By Energy Logserver Know how 6 kwietnia 2023

Data analytics always comes down to numbers, which is not always intuitive for the IT administration world. We know how to work with numbers, and you can expect that there will be many scientific studies on discovering relationships and knowledge in numerical data. Our system logs, however, are strings of words, full phrases or sentences that are only filled with numbers in places.

Looking for a way to mathematically analyze the text, the Energy Logserver team used a vectorization technique. The construction of the vector allows you to convert any string of text into a number. Armed with the knowledge obtained thanks to cooperation with professors of the Warsaw University of Technology, we reached for the Word2Vec library.

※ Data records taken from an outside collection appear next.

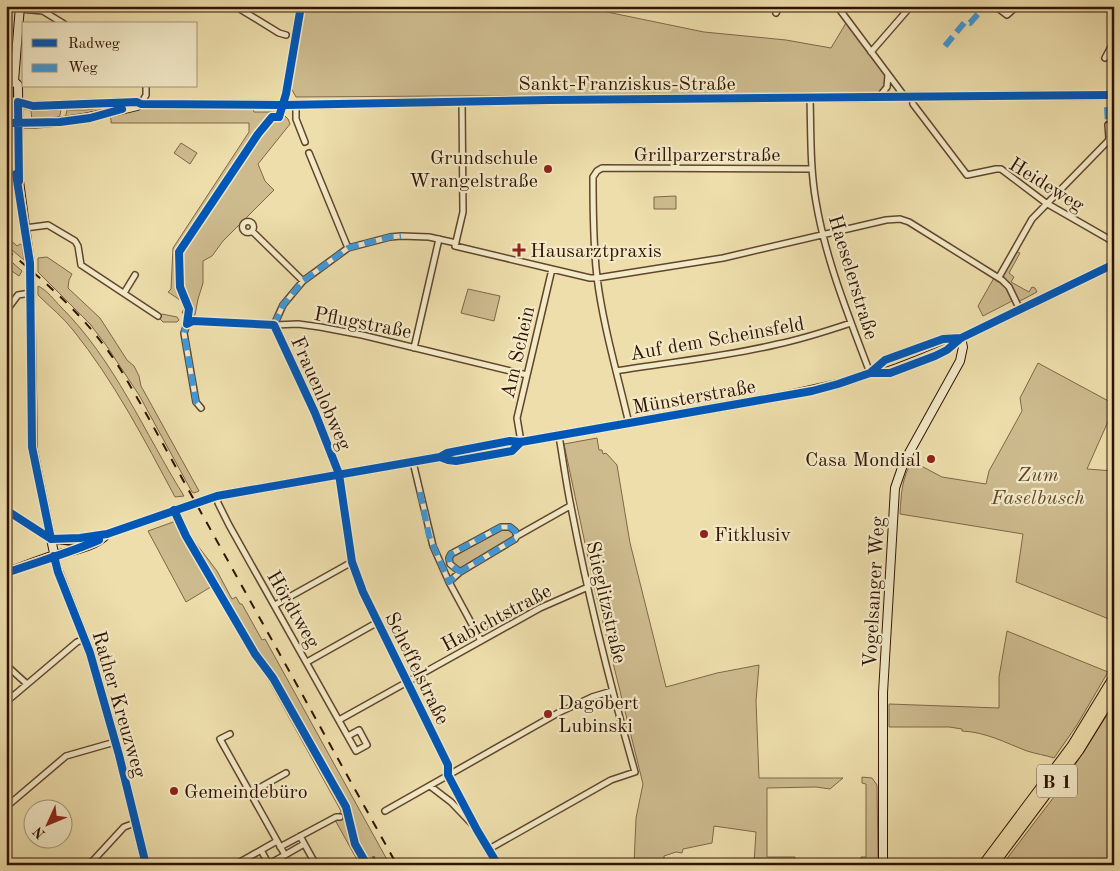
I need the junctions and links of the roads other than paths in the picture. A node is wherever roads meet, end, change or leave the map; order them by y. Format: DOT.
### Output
graph roads {
  1 [pos="236,6"];
  2 [pos="780,6"];
  3 [pos="837,6"];
  4 [pos="911,6"];
  5 [pos="995,6"];
  6 [pos="1018,6"];
  7 [pos="20,8"];
  8 [pos="776,13"];
  9 [pos="61,22"];
  10 [pos="286,35"];
  11 [pos="1114,41"];
  12 [pos="871,52"];
  13 [pos="1105,58"];
  14 [pos="888,74"];
  15 [pos="10,81"];
  16 [pos="146,88"];
  17 [pos="8,90"];
  18 [pos="1114,96"];
  19 [pos="879,97"];
  20 [pos="908,97"];
  21 [pos="810,98"];
  22 [pos="462,101"];
  23 [pos="18,102"];
  24 [pos="141,104"];
  25 [pos="296,104"];
  26 [pos="7,105"];
  27 [pos="33,106"];
  28 [pos="59,106"];
  29 [pos="18,114"];
  30 [pos="60,122"];
  31 [pos="11,123"];
  32 [pos="1108,125"];
  33 [pos="1112,138"];
  34 [pos="304,142"];
  35 [pos="309,153"];
  36 [pos="812,169"];
  37 [pos="1046,203"];
  38 [pos="25,228"];
  39 [pos="252,231"];
  40 [pos="822,236"];
  41 [pos="439,239"];
  42 [pos="1114,242"];
  43 [pos="456,245"];
  44 [pos="348,248"];
  45 [pos="1114,264"];
  46 [pos="552,268"];
  47 [pos="135,276"];
  48 [pos="999,277"];
  49 [pos="597,278"];
  50 [pos="303,281"];
  51 [pos="30,293"];
  52 [pos="124,293"];
  53 [pos="1020,310"];
  54 [pos="6,311"];
  55 [pos="158,316"];
  56 [pos="851,323"];
  57 [pos="274,325"];
  58 [pos="961,338"];
  59 [pos="414,348"];
  60 [pos="616,371"];
  61 [pos="870,373"];
  62 [pos="528,375"];
  63 [pos="201,408"];
  64 [pos="629,424"];
  65 [pos="559,436"];
  66 [pos="521,442"];
  67 [pos="413,462"];
  68 [pos="339,474"];
  69 [pos="217,496"];
  70 [pos="570,506"];
  71 [pos="6,510"];
  72 [pos="107,534"];
  73 [pos="517,536"];
  74 [pos="50,539"];
  75 [pos="450,554"];
  76 [pos="54,556"];
  77 [pos="439,560"];
  78 [pos="352,562"];
  79 [pos="460,572"];
  80 [pos="6,573"];
  81 [pos="449,582"];
  82 [pos="588,587"];
  83 [pos="275,605"];
  84 [pos="378,622"];
  85 [pos="85,639"];
  86 [pos="481,641"];
  87 [pos="307,662"];
  88 [pos="6,665"];
  89 [pos="1114,676"];
  90 [pos="406,682"];
  91 [pos="27,684"];
  92 [pos="612,691"];
  93 [pos="1114,693"];
  94 [pos="6,702"];
  95 [pos="340,720"];
  96 [pos="230,734"];
  97 [pos="348,736"];
  98 [pos="115,742"];
  99 [pos="286,772"];
  100 [pos="448,775"];
  101 [pos="430,786"];
  102 [pos="250,793"];
  103 [pos="6,807"];
  104 [pos="385,811"];
  105 [pos="340,817"];
  106 [pos="135,823"];
  107 [pos="477,830"];
  108 [pos="300,836"];
  109 [pos="277,841"];
  110 [pos="304,844"];
  111 [pos="280,847"];
  112 [pos="489,849"];
  113 [pos="261,850"];
  114 [pos="285,855"];
  115 [pos="269,864"];
  116 [pos="89,865"];
  117 [pos="146,865"];
  118 [pos="230,865"];
  119 [pos="316,865"];
  120 [pos="498,865"];
  121 [pos="883,865"];
  122 [pos="983,865"];
  123 [pos="993,865"];
  1 -- 10 [label="street"];
  2 -- 8 [label="street"];
  3 -- 12 [label="street, Heideweg"];
  4 -- 12 [label="street"];
  5 -- 6 [label="street"];
  7 -- 9 [label="street"];
  7 -- 15 [label="main road"];
  11 -- 13 [label="street"];
  12 -- 14 [label="street, Heideweg"];
  14 -- 19 [label="street"];
  14 -- 20 [label="street, Heideweg"];
  15 -- 17 [label="main road"];
  15 -- 23 [label="main road"];
  16 -- 24 [label="street"];
  17 -- 26 [label="main road, Rather Kreuzweg"];
  18 -- 20 [label="main road, Sankt-Franziskus-Straße"];
  19 -- 20 [label="main road, Sankt-Franziskus-Straße"];
  19 -- 21 [label="main road, Sankt-Franziskus-Straße"];
  20 -- 37 [label="street, Heideweg"];
  21 -- 22 [label="main road, Sankt-Franziskus-Straße"];
  21 -- 36 [label="street, Haeselerstraße"];
  22 -- 25 [label="main road, Sankt-Franziskus-Straße"];
  22 -- 43 [label="street"];
  23 -- 26 [label="main road, Sankt-Franziskus-Straße"];
  23 -- 27 [label="main road, Sankt-Franziskus-Straße"];
  23 -- 29 [label="main road"];
  24 -- 25 [label="main road, Sankt-Franziskus-Straße"];
  24 -- 28 [label="main road, Sankt-Franziskus-Straße"];
  24 -- 30 [label="main road, Sankt-Franziskus-Straße"];
  25 -- 34 [label="street"];
  26 -- 31 [label="main road, Rather Kreuzweg"];
  27 -- 28 [label="main road, Sankt-Franziskus-Straße"];
  27 -- 29 [label="main road"];
  28 -- 30 [label="main road"];
  29 -- 31 [label="main road"];
  30 -- 31 [label="main road, Sankt-Franziskus-Straße"];
  31 -- 38 [label="main road, Rather Kreuzweg"];
  32 -- 33 [label="street"];
  33 -- 37 [label="street"];
  35 -- 44 [label="street"];
  36 -- 40 [label="street, Haeselerstraße"];
  36 -- 49 [label="street, Grillparzerstraße"];
  37 -- 42 [label="street, Heideweg"];
  37 -- 48 [label="street"];
  38 -- 51 [label="main road, Rather Kreuzweg"];
  38 -- 52 [label="street"];
  39 -- 50 [label="street"];
  40 -- 48 [label="street"];
  40 -- 49 [label="street"];
  40 -- 56 [label="street, Haeselerstraße"];
  41 -- 43 [label="street"];
  41 -- 44 [label="street"];
  41 -- 59 [label="street"];
  43 -- 46 [label="street"];
  44 -- 50 [label="street"];
  45 -- 53 [label="main road, Münsterstraße"];
  46 -- 49 [label="street"];
  46 -- 62 [label="street, Am Schein"];
  47 -- 52 [label="street"];
  48 -- 53 [label="street"];
  49 -- 60 [label="street"];
  50 -- 57 [label="street"];
  51 -- 54 [label="street"];
  51 -- 74 [label="main road, Rather Kreuzweg"];
  52 -- 55 [label="street"];
  53 -- 58 [label="main road, Münsterstraße"];
  56 -- 60 [label="street, Auf dem Scheinsfeld"];
  56 -- 61 [label="street, Haeselerstraße"];
  57 -- 59 [label="street, Pflugstraße"];
  57 -- 63 [label="street, Pflugstraße"];
  57 -- 68 [label="street, Frauenlobweg"];
  58 -- 61 [label="main road, Münsterstraße"];
  58 -- 61 [label="main road, Münsterstraße"];
  58 -- 121 [label="main road, Vogelsanger Weg"];
  59 -- 62 [label="street, Pflugstraße"];
  60 -- 64 [label="street"];
  61 -- 64 [label="main road, Münsterstraße"];
  62 -- 66 [label="street, Am Schein"];
  64 -- 65 [label="main road, Münsterstraße"];
  65 -- 66 [label="main road, Münsterstraße"];
  65 -- 70 [label="street, Stieglitzstraße"];
  66 -- 67 [label="main road, Münsterstraße"];
  67 -- 68 [label="main road, Münsterstraße"];
  67 -- 77 [label="street"];
  68 -- 69 [label="main road, Münsterstraße"];
  68 -- 78 [label="street, Scheffelstraße"];
  69 -- 72 [label="main road, Münsterstraße"];
  69 -- 83 [label="street, Hördtweg"];
  70 -- 73 [label="street"];
  70 -- 82 [label="street, Stieglitzstraße"];
  71 -- 74 [label="street"];
  72 -- 74 [label="main road, Münsterstraße"];
  72 -- 76 [label="main road, Münsterstraße"];
  73 -- 75 [label="street"];
  73 -- 79 [label="street"];
  74 -- 76 [label="main road, Rather Kreuzweg"];
  75 -- 77 [label="street"];
  75 -- 79 [label="street"];
  76 -- 80 [label="main road, Münsterstraße"];
  76 -- 85 [label="main road, Rather Kreuzweg"];
  77 -- 81 [label="street"];
  78 -- 83 [label="street"];
  78 -- 84 [label="street, Scheffelstraße"];
  79 -- 81 [label="street"];
  81 -- 86 [label="street"];
  82 -- 86 [label="street, Habichtstraße"];
  82 -- 92 [label="street, Stieglitzstraße"];
  83 -- 87 [label="street, Hördtweg"];
  84 -- 87 [label="street"];
  84 -- 90 [label="street, Scheffelstraße"];
  85 -- 91 [label="street"];
  85 -- 98 [label="main road, Rather Kreuzweg"];
  86 -- 90 [label="street, Habichtstraße"];
  87 -- 95 [label="street, Hördtweg"];
  88 -- 91 [label="street"];
  89 -- 122 [label="main road, B 1"];
  90 -- 95 [label="street, Habichtstraße"];
  90 -- 100 [label="street, Scheffelstraße"];
  91 -- 94 [label="street"];
  92 -- 100 [label="street"];
  92 -- 112 [label="street, Stieglitzstraße"];
  93 -- 123 [label="main road, B 1"];
  95 -- 97 [label="street, Hördtweg"];
  96 -- 102 [label="street"];
  98 -- 103 [label="street"];
  98 -- 106 [label="main road, Rather Kreuzweg"];
  99 -- 102 [label="street"];
  100 -- 101 [label="street"];
  100 -- 107 [label="street, Scheffelstraße"];
  101 -- 104 [label="street"];
  101 -- 107 [label="street"];
  102 -- 109 [label="street"];
  105 -- 108 [label="street"];
  106 -- 116 [label="street"];
  106 -- 117 [label="main road, Rather Kreuzweg"];
  107 -- 112 [label="street, Scheffelstraße"];
  108 -- 110 [label="street"];
  108 -- 111 [label="street"];
  109 -- 111 [label="street"];
  109 -- 113 [label="street"];
  110 -- 114 [label="street"];
  110 -- 119 [label="street"];
  111 -- 114 [label="street"];
  112 -- 120 [label="street, Scheffelstraße"];
  113 -- 115 [label="street"];
  113 -- 118 [label="street"];
  114 -- 115 [label="street"];
}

Our goal is not just to convert text into numbers. In the current development work, we are looking for a convenient method of grouping input data. The desired clustering is intended to help with unattended grouping of input data. This will make it easier for the operator to see relevant data.

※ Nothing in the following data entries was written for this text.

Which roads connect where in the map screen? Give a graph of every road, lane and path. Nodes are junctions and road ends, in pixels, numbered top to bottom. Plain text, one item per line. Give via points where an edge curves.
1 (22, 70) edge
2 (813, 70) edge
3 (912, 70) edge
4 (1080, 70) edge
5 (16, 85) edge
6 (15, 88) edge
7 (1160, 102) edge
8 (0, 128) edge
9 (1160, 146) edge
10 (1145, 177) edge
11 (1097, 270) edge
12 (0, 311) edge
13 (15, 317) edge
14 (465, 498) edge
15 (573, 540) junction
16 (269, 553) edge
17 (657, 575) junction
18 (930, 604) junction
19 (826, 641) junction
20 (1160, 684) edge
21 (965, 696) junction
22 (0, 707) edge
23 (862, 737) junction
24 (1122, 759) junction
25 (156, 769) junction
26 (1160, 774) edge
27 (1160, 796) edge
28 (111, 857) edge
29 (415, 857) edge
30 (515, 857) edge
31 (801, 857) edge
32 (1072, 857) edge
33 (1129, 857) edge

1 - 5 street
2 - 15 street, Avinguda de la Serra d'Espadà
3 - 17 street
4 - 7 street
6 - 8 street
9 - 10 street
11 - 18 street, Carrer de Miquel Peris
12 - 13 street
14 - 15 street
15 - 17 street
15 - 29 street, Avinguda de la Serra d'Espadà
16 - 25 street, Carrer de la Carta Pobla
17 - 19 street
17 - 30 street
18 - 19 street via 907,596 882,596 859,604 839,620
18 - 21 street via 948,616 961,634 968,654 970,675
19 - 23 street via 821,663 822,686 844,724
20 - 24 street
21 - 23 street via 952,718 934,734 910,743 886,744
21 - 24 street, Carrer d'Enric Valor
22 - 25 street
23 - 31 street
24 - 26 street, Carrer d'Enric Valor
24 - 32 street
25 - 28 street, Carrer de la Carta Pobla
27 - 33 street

Clustering is preceded by an analysis of the number of groups proposed by the algorithm. This is done by the “elbow” method.

Example of a set of vectors:

-0.008289610035717487

0.007978345267474651

-0.006714770570397377

-0.008822474628686905

0.00699368491768837

-0.009639430791139603

The suggested number of groups after Word2Vec vectorization is 2-3, which is not enough. Intuitively, it is known that there are more types of events in a given sample. A clustering error was sought, so that after the analysis we returned to the problem of vectorization.

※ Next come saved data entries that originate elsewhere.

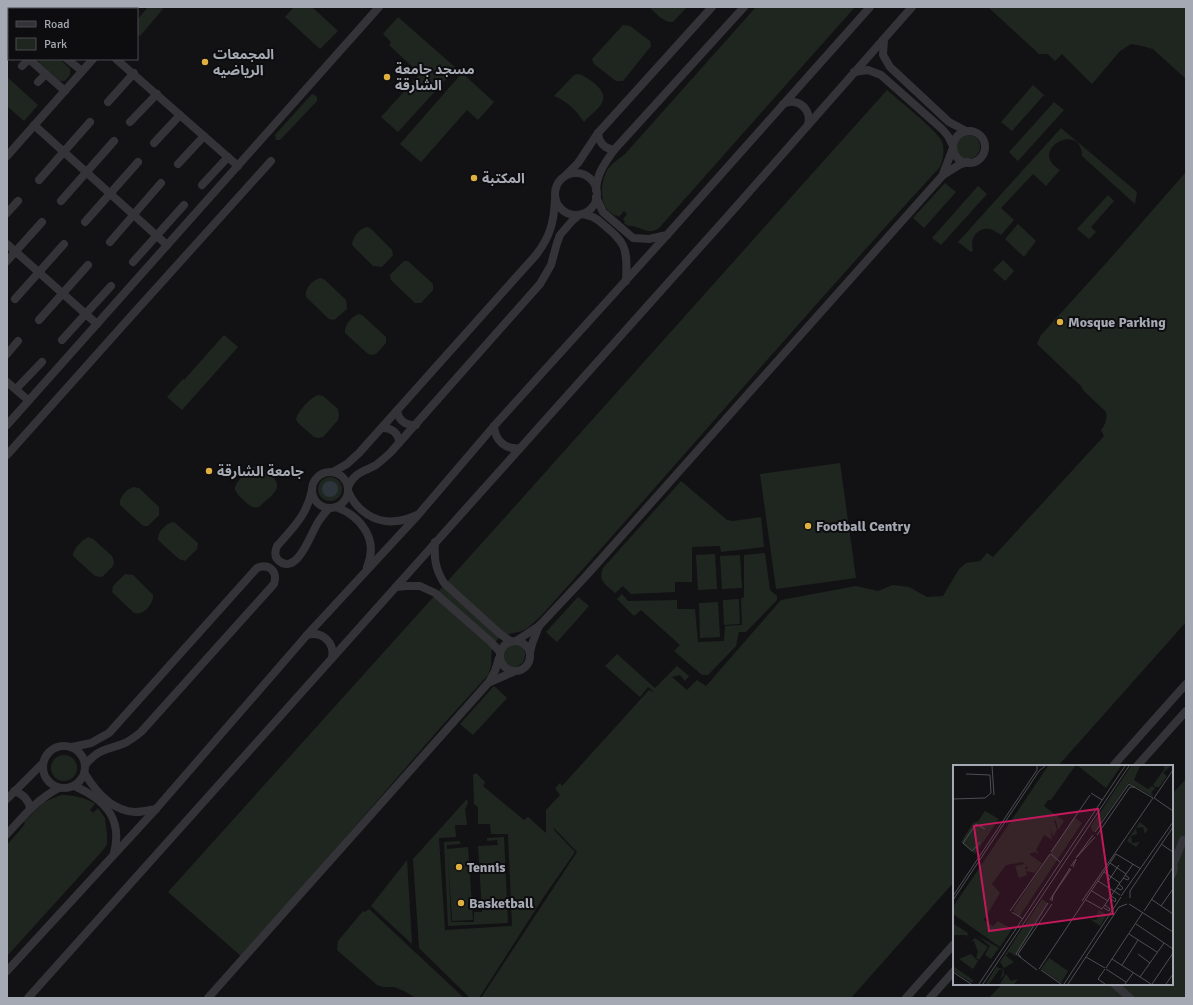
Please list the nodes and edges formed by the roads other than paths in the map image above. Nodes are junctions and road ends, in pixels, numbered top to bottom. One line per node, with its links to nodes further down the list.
1 (379, 7): 43 (street)
2 (712, 7): 30 (street)
3 (744, 7): 36 (street)
4 (870, 7): 23 (street)
5 (912, 7): 6 (street)
6 (884, 39): 14 (street); 18 (street)
7 (28, 60): 12 (street)
8 (30, 60): 16 (street)
9 (68, 60): 13 (street)
10 (92, 60): 13 (street)
11 (117, 60): 15 (street)
12 (22, 66)
13 (82, 72): 19 (street)
14 (854, 72): 21 (street); 28 (street)
15 (134, 73): 20 (street); 22 (street)
16 (46, 74): 17 (street); 19 (street)
17 (38, 82)
18 (910, 87): 21 (street); 29 (street)
19 (65, 91): 27 (street)
20 (157, 94): 24 (street); 26 (street)
21 (903, 94): 34 (street)
22 (108, 102)
23 (783, 104): 28 (street); 62 (street)
24 (180, 115): 31 (street); 33 (street)
25 (90, 122): 37 (street)
26 (130, 122)
27 (34, 125): 35 (street); 37 (street)
28 (808, 125): 95 (street)
29 (966, 131): 34 (street); 41 (street)
30 (598, 133): 36 (street); 46 (street)
31 (204, 136): 38 (street); 42 (street)
32 (114, 142): 44 (street)
33 (154, 143)
34 (953, 147): 41 (street); 45 (street)
35 (9, 150)
36 (614, 150): 51 (street)
37 (64, 152): 44 (street); 47 (street)
38 (228, 157): 43 (street); 49 (street)
39 (271, 161): 96 (street)
40 (138, 162): 50 (street)
41 (967, 162): 45 (street)
42 (178, 164)
43 (238, 166): 68 (street)
44 (86, 172): 50 (street); 54 (street)
45 (943, 175): 109 (street)
46 (565, 176): 51 (street); 52 (street)
47 (39, 180)
48 (162, 183): 58 (street)
49 (202, 184)
50 (110, 194): 58 (street); 60 (street)
51 (596, 194): 57 (street); 61 (street)
52 (555, 199): 57 (street); 89 (street)
53 (18, 201): 56 (street)
54 (61, 201)
55 (184, 205): 63 (street)
56 (7, 213)
57 (581, 214): 61 (street); 91 (street)
58 (134, 215): 63 (street); 65 (street)
59 (42, 222): 70 (street)
60 (85, 222)
61 (607, 222): 64 (street); 69 (street)
62 (667, 235): 64 (street); 75 (street)
63 (157, 236): 68 (street); 72 (street)
64 (633, 238): 69 (street)
65 (110, 242)
66 (7, 244): 70 (street)
67 (64, 244): 74 (street)
68 (167, 245): 81 (street)
69 (625, 248): 75 (street)
70 (15, 251): 71 (street); 74 (street)
71 (7, 261)
72 (133, 262)
73 (88, 266): 77 (street)
74 (39, 272): 77 (street); 78 (street)
75 (626, 281): 92 (street)
76 (111, 286): 79 (street)
77 (63, 294): 79 (street); 80 (street)
78 (15, 299)
79 (85, 314): 81 (street); 82 (street)
80 (39, 320)
81 (97, 324): 88 (street)
82 (62, 340)
83 (18, 341): 84 (street)
84 (7, 354)
85 (42, 362): 87 (street)
86 (7, 382): 87 (street)
87 (16, 389): 88 (street)
88 (28, 400): 90 (street)
89 (397, 411): 91 (street); 93 (street)
90 (7, 424)
91 (416, 425): 94 (street)
92 (494, 426): 95 (street); 101 (street)
93 (382, 428): 94 (street); 97 (street)
94 (400, 443): 98 (street)
95 (520, 448): 104 (street)
96 (7, 455)
97 (334, 472): 98 (street); 99 (street)
98 (348, 489): 100 (street); 102 (street)
99 (312, 490): 100 (street); 100 (street)
100 (332, 508): 103 (street)
101 (418, 515): 102 (street); 105 (street)
102 (369, 517): 103 (street)
103 (363, 525): 105 (street)
104 (435, 542): 106 (street); 107 (street)
105 (364, 573): 110 (street)
106 (396, 587): 108 (street); 114 (street)
107 (450, 590): 108 (street); 111 (street)
108 (443, 598): 113 (street)
109 (540, 626): 111 (street); 112 (street)
110 (307, 635): 114 (street); 132 (street)
111 (513, 641): 112 (street); 113 (street)
112 (530, 653): 115 (street)
113 (499, 655): 115 (street); 116 (street)
114 (332, 658): 143 (street)
115 (513, 672): 116 (street)
116 (489, 682): 144 (street)
117 (1186, 684): 122 (street)
118 (1186, 711): 123 (street)
119 (72, 747): 120 (street); 121 (street); 121 (street)
120 (43, 764): 126 (street); 127 (street)
121 (86, 764): 124 (street)
122 (1114, 765)
123 (1138, 765)
124 (85, 774): 125 (street); 128 (street)
125 (74, 786): 126 (street); 128 (street)
126 (59, 788): 130 (street)
127 (14, 791): 129 (street); 130 (street)
128 (96, 795): 131 (street); 133 (street)
129 (7, 799)
130 (30, 809): 134 (street)
131 (121, 809): 132 (street); 133 (street)
132 (156, 809): 137 (street)
133 (113, 818): 137 (street)
134 (7, 834)
135 (1184, 838): 136 (street); 138 (street)
136 (1173, 846)
137 (113, 855): 140 (street)
138 (1173, 863)
139 (953, 945): 145 (street)
140 (7, 971)
141 (953, 972): 146 (street)
142 (1115, 985): 147 (street)
143 (28, 998)
144 (208, 998)
145 (906, 998)
146 (930, 998)
147 (1130, 998)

In a way, it is obvious that if the data is misplaced, it will not be possible to interpret it well. Therefore, the analytical team tested another vectorization library – TfidfVectorizer.

After reviewing the documentation and conducting several experiments, a significant improvement in the results was noticed.

Example vector:

0.31702341388653776

0.07234997282939204

0.2194058215727943

0.21844503185283498

0.18796067640258898

The different course shows that there are many more differences and possible groups in the input data.

Word2Vec creates vectors based on the context in which words appear in the body of texts. This model analyzes the context of the words and then assigns a vector to each word so that the words in similar contexts have similar vectors. This method is particularly useful for modeling the semantics of words, that is, for determining which words are close to each other in the sense of meaning.

TfidfVectorizer, on the other hand, uses vectors with a length equal to the number of words in the corpus. The vector for each document is created based on the frequency of words in that document and throughout the corpus. In this way, vectors for different documents represent different combinations of words. This method is especially useful for analyzing text to classify and group documents.

In summary, Word2Vec is mainly used for word semantics modeling, while TfidfVectorizer is used to analyze text to classify and group documents.